◆ Work item: Each line in the data holding "roads" should be listed.

(Saved entries)
##############################

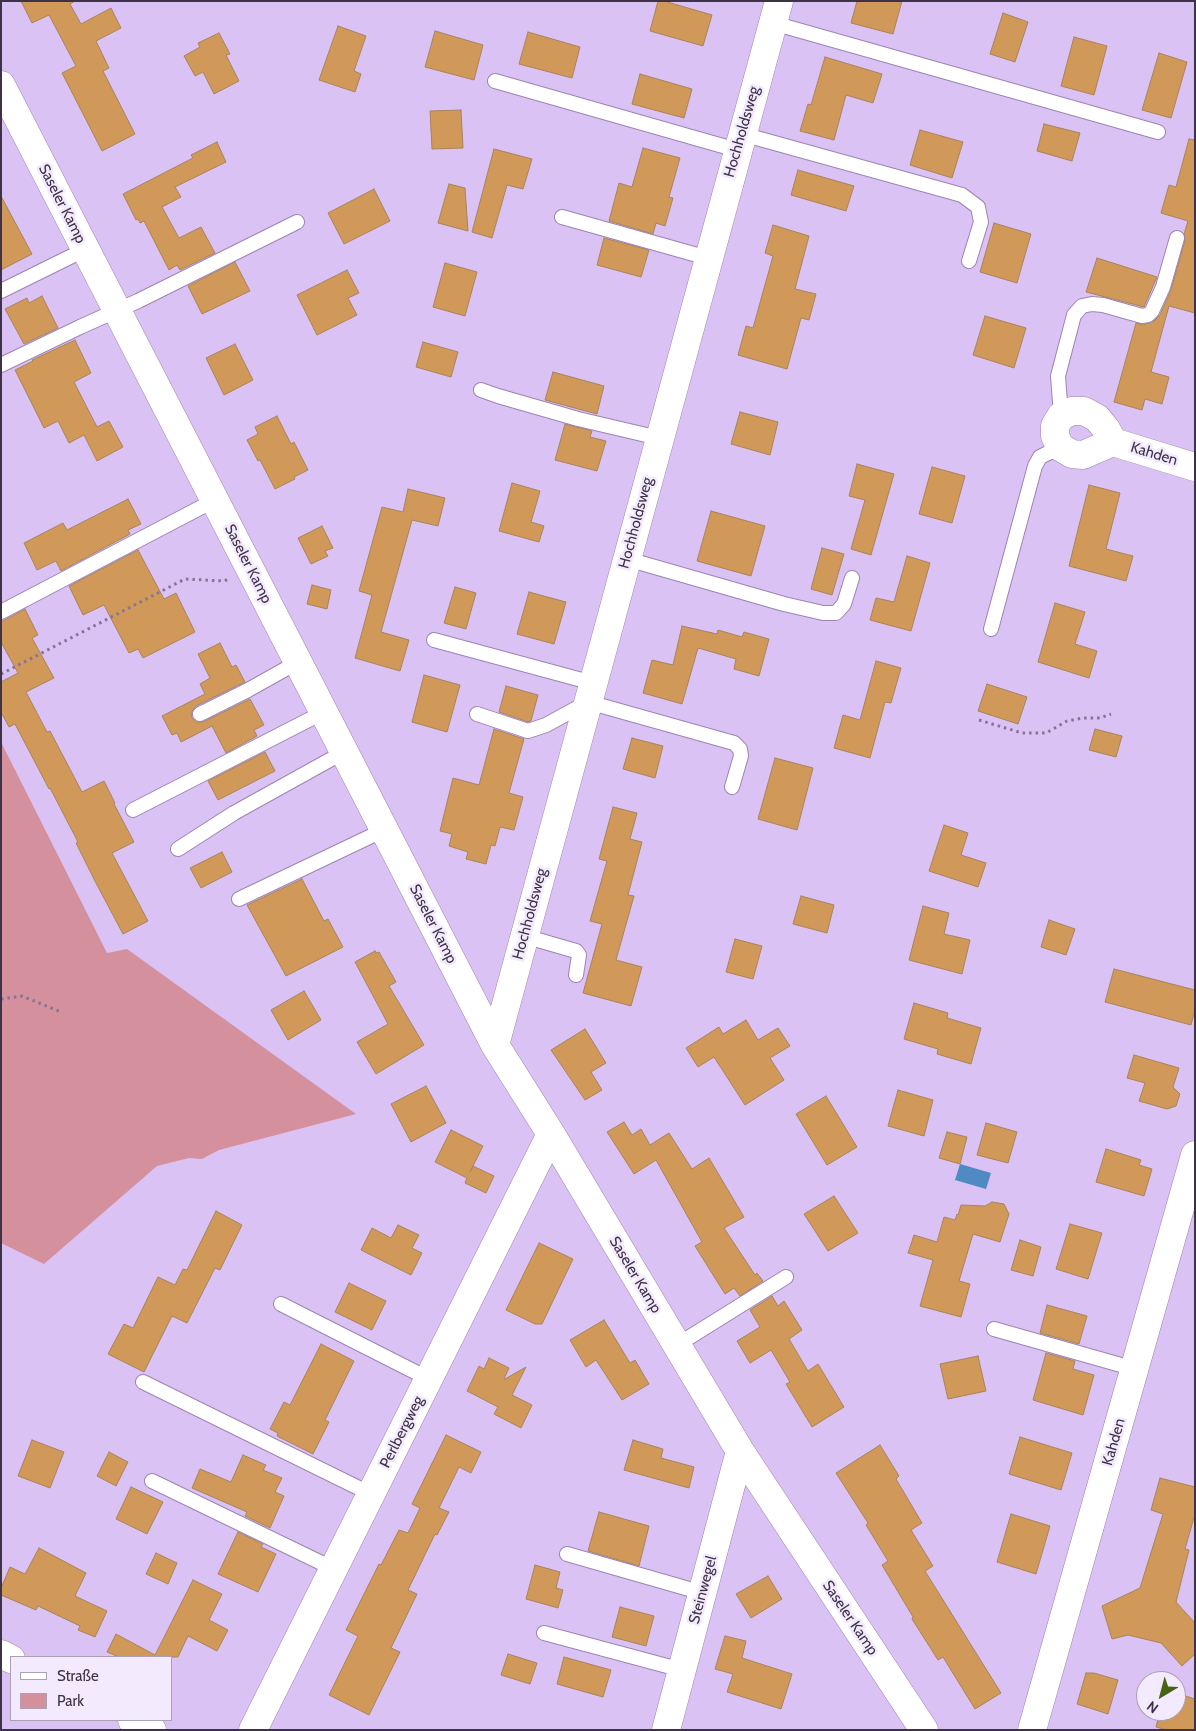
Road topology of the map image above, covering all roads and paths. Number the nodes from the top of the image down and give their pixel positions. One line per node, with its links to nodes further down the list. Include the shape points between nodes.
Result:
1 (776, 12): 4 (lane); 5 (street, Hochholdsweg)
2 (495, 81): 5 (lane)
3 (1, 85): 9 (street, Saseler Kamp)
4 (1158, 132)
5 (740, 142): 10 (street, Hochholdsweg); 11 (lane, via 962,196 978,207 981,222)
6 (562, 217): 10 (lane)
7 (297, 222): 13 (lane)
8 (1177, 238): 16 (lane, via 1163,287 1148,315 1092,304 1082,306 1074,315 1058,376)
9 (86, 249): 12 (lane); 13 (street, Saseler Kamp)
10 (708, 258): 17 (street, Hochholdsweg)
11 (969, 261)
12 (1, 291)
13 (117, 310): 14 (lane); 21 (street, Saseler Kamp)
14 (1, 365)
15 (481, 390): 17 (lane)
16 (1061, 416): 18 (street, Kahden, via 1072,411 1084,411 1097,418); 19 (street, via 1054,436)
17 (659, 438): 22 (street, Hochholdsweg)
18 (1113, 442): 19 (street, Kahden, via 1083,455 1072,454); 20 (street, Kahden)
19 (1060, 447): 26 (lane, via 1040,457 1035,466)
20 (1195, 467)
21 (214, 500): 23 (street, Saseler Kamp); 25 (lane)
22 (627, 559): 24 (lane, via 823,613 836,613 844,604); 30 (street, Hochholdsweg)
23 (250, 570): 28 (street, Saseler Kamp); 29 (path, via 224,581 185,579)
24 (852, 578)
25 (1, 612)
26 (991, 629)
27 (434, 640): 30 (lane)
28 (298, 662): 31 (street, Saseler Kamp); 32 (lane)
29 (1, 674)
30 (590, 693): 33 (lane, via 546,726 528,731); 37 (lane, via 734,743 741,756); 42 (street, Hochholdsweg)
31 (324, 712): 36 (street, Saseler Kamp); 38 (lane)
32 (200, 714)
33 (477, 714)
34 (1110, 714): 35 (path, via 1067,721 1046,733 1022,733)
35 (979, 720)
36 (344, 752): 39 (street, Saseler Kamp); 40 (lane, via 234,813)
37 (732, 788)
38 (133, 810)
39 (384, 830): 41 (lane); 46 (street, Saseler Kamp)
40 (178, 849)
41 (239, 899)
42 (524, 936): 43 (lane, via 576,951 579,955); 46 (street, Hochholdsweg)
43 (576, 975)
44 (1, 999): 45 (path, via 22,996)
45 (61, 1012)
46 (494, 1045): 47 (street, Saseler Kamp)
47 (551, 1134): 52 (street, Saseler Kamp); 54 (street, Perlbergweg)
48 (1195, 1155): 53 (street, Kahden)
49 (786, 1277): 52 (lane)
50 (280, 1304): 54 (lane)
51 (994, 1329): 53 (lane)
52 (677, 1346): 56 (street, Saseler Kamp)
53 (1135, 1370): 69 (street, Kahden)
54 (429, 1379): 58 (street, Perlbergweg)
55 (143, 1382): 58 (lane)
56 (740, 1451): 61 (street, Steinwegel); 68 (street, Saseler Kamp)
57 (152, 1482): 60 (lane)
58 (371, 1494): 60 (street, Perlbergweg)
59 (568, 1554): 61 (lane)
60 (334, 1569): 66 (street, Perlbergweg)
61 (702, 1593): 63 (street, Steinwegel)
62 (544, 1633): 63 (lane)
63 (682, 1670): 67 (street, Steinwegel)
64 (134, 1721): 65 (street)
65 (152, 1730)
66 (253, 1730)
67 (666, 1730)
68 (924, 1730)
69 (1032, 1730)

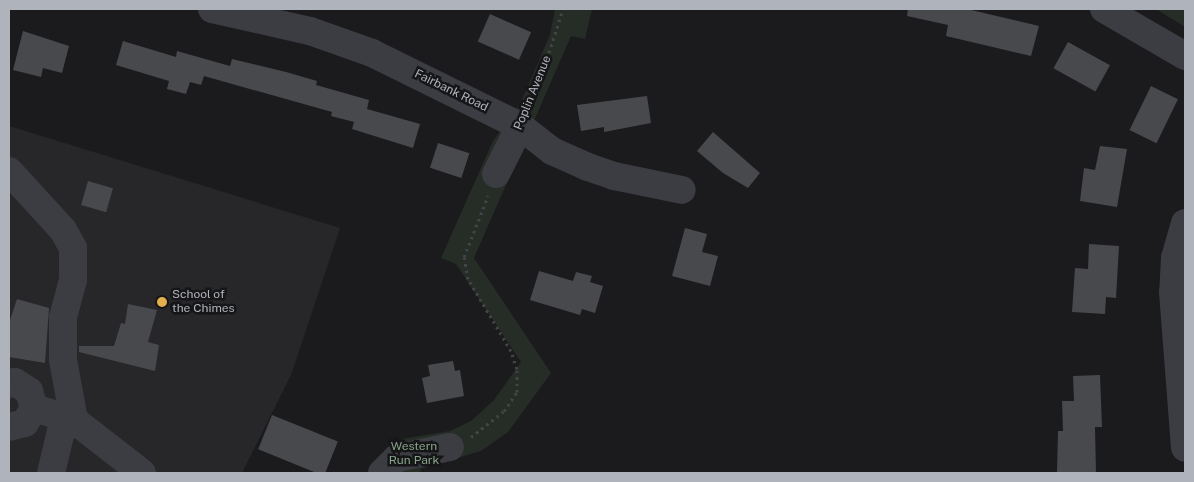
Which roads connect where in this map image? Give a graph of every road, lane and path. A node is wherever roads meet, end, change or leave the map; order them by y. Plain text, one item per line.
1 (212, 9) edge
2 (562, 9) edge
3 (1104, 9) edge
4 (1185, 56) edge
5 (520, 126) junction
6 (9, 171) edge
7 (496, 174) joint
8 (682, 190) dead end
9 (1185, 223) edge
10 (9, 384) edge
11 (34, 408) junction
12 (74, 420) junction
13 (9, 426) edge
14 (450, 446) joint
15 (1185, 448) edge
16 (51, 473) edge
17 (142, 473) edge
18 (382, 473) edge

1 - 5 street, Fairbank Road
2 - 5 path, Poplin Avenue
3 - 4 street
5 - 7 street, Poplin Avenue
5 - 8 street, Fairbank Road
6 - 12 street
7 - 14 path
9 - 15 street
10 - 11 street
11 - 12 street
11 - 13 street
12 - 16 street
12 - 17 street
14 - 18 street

##############################

◆ Answer section:
Road topology of the map image above, covering all roads and paths. Number the nodes from the top of the image down and give their pixel positions. One line per node, with its links to nodes further down the list. Include the shape points between nodes.
Which roads connect where in this map image? Give a graph of every road, lane and path. A node is wherever roads meet, end, change or leave the map; order them by y. Plain text, one item per line.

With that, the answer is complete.